Archimandrite Zacharias Zacharou
On the day of Pentecost, the Holy Spirit came and instituted a feast that remains for ever. The coming of the Spirit reconfigured the time of our life making it all into a feast, imparting grace to us that we may draw nigh unto God. The Holy Spirit came in the form of fiery tongues and imparted ‘the holy faith once and for all’. The Holy Spirit permeated human nature, and continues to overshadow mankind, consoling, healing and regenerating us day by day.
Our joy consists in drawing closer to God and feeling the bliss of His presence. On the day of Theophany the third Person of the Holy Trinity appeared ‘in the form of a dove‘, and at Pentecost He is present as flames of fire. The Apostles began speaking with ‘other tongues’, abandoning themselves to the sober drunkenness of the Spirit, and ‘many signs and wonders were done by them’. The multitude heard them with surprise and wonder. Some supposed they must be intoxicated, thinking that only wine gladdens man’s heart. They did not know that there is another wine, the sweetest wine, which does not just gladden the heart, but even transforms it into a temple of God.
When the Lord comforts and teaches His disciples during the Last Supper, He reveals to them that the Holy Spirit will remind them of His words. The Holy Comforter rekindles the sayings of the Word of God like hot coals in the heart. Left to himself, man ‘knows not how to pray as he ought’, but when the Holy Spirit ignites these words as prayer, as unutterable groanings, they become a burning furnace, and he feels their indestructible power deep within the marrow of his bones.
After the coming of the Holy Spirit, the members of the Church were moved by the spirit in prayer, and discovered the invocation of the ‘Name above all names’, the Name of the Lord Jesus , through which ‘boundless horizons open before us’ and the personal God becomes ‘overwhelmingly evident’. The gift of speaking in tongues was replaced by noetic prayer, which cultivates the heart in a very powerful way, that shakes all man’s being, yet it also occurs ‘in secret’, so as not to lose the spirit of humility.
Man who is made of clay is powerless to call on the Name of the Lord Jesus without the gift of Pentecost. Furthermore, without the Holy Spirit he would not be able to raise his eyes to meet the humble and meek gaze of the eternal Judge, the beloved Christ, and this itself would be Hell eternal. When man bears the light within that allows him to stand in the presence of the Lord, he feels he is in Paradise.
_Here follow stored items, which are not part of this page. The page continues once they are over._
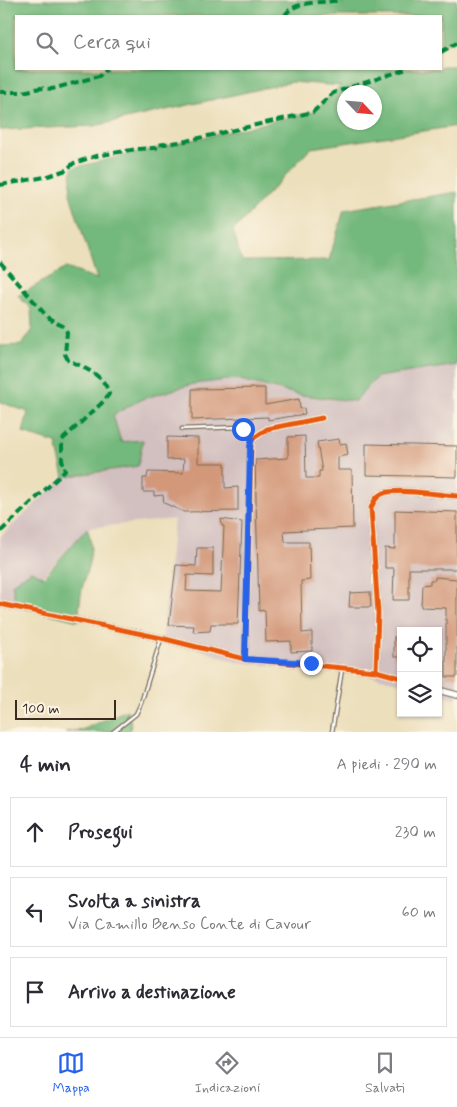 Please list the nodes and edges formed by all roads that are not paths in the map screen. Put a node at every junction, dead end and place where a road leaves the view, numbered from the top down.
1 (322, 418) dead end
2 (182, 430) dead end
3 (252, 439) junction
4 (457, 496) edge
5 (0, 604) edge
6 (161, 638) junction
7 (245, 659) junction
8 (342, 667) junction
9 (376, 671) junction
10 (397, 677) edge
11 (442, 691) edge
12 (457, 695) edge
13 (113, 732) edge
14 (332, 732) edge

1 - 3 street
2 - 3 lane
3 - 7 street
4 - 9 street
5 - 6 street
6 - 7 street
6 - 13 lane
7 - 8 street
8 - 9 street
8 - 14 lane
9 - 10 street
11 - 12 street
Only then he rejoices ‘with joy unspeakable and full of glory’, seeing Christ ‘shining like fire unto salvation’ and beholding the beauty of His Countenance.
When the Holy Spirit came, He ‘made some apostles and some evangelists’ and from then on, ‘he made priests’, imparting grace so man with a corruptible body might enter ‘through the veil into the Holy of Holies… and behold with his own eyes the Countenance of the Holy Offering’. The Holy Spirit illumines both priests and faithful Christians so they may give and receive the peace of Christ that He Himself gave to His disciples. By this the Holy Spirit brings great serenity to the hearts of the light-bearing children of the Church.
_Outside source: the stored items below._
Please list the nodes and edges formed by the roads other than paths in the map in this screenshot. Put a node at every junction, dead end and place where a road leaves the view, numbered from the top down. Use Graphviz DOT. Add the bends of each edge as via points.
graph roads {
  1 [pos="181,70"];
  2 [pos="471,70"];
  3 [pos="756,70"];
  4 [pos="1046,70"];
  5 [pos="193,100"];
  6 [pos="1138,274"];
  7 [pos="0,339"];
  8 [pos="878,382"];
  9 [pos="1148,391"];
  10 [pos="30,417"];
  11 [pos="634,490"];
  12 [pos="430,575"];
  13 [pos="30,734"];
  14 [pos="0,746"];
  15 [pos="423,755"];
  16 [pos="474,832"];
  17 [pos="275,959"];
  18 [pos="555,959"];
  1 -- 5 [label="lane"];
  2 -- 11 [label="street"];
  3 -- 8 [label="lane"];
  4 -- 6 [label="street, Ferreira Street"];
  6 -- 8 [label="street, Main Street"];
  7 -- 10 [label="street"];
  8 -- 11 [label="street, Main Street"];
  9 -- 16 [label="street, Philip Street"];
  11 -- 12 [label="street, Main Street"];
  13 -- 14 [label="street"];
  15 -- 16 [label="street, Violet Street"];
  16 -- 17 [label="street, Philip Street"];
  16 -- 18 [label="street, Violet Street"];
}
The awesome mystery of spiritual fatherhood works by the Holy Spirit so that through their prayer and word, Spirit-bearing Fathers ‘beget’ children, making them the heirs of the gifts that they received through the mystery of obedience, and turning them into Fathers, who in their turn transmit the true faith and the gift of the Holy Spirit to those who submit to the authority of their love with humility and surrender their entire heart to them.
The Gospel reading on the Day of the Holy Spirit emphasises that the gift of the Comforter will be made manifest in our relationship with our brother: ‘Take heed that ye despise not one of these little ones’. The Holy Spirit is ‘the breath and life, longing and comfort, glory and unending joy of the lowly soul’, however, He is also a secret friend who is easily grieved. In practice this is revealed in our relationship with our brother, he may be appear to be the least among us but in the eyes of God he is most precious, because ‘it is not the will of your Father which is in heaven, that one of these little ones should perish’. God seeks all of man’s heart, but He is infinitely greater than our heart and cannot be limited by anything. If His creature offers Him only part of his heart, how can this not grieve His Spirit?
Wherever the Holy Spirit descends, it ‘purifies Apostolic hearts and renews a right spirit in the faithful.’ The grace of the Holy Spirit, which we attract when we strive to ‘cleanse our soul and heart from an evil conscience’ transforms all the time of our life into a feast. The fruit of Pentecost is the enlargement of the heart. When the illuminating and refreshing flame of the Comforter touches the heart, it scatters delusion and carves the Saviour Christ’s image deep within it. All who have the Lord as the shared content of their heart are spiritually united as He transmits within them His thoughts, knowledge and compassion for all men. He burns the heart with His spotless love and floods it with waves of gratitude. The fervency of this love expands the heart and begets the desire that the lot which has fallen to it, the ‘abundance of life’, should be bestowed upon every soul. His love extinguishes every movement of jealousy, as when the Prophet Moses, led by the Spirit of God, desired to see everyone prophesying. The prayer ‘with strong crying and tears’ of a man in the Spirit is always thus: ‘Save and sanctify all people!’ When the energy of the Spirit abides in the soul, all pain and suffering is transformed into sweetness and peace, and man feels that he is the child of the Heavenly Father and united as one with Christ, ‘hymning Him and His All-Holy Spirit’ unto all ages.
. See Jude 1:3.
. See Matt. 3:16; Mark 1:10; Luke 3:22; John 1:32.
. Acts 2:3.
. Acts 2:4.
. Acts 2:43.
. Ps. 104:15.
. See Rom. 8:26.
. See Anabathmoi Barus, Antiphon 2.
. Phil. 2:9.
. See We Shall See Him, p. 28.
. See Matt. 6:6.
. 1 Peter 1:8.
. Matins of Pentecost, Troparion, Ode 4, Canon.
. See Eph. 4:11.
. See Vespers of Pentecost, verses of Lord, I Cry unto Thee.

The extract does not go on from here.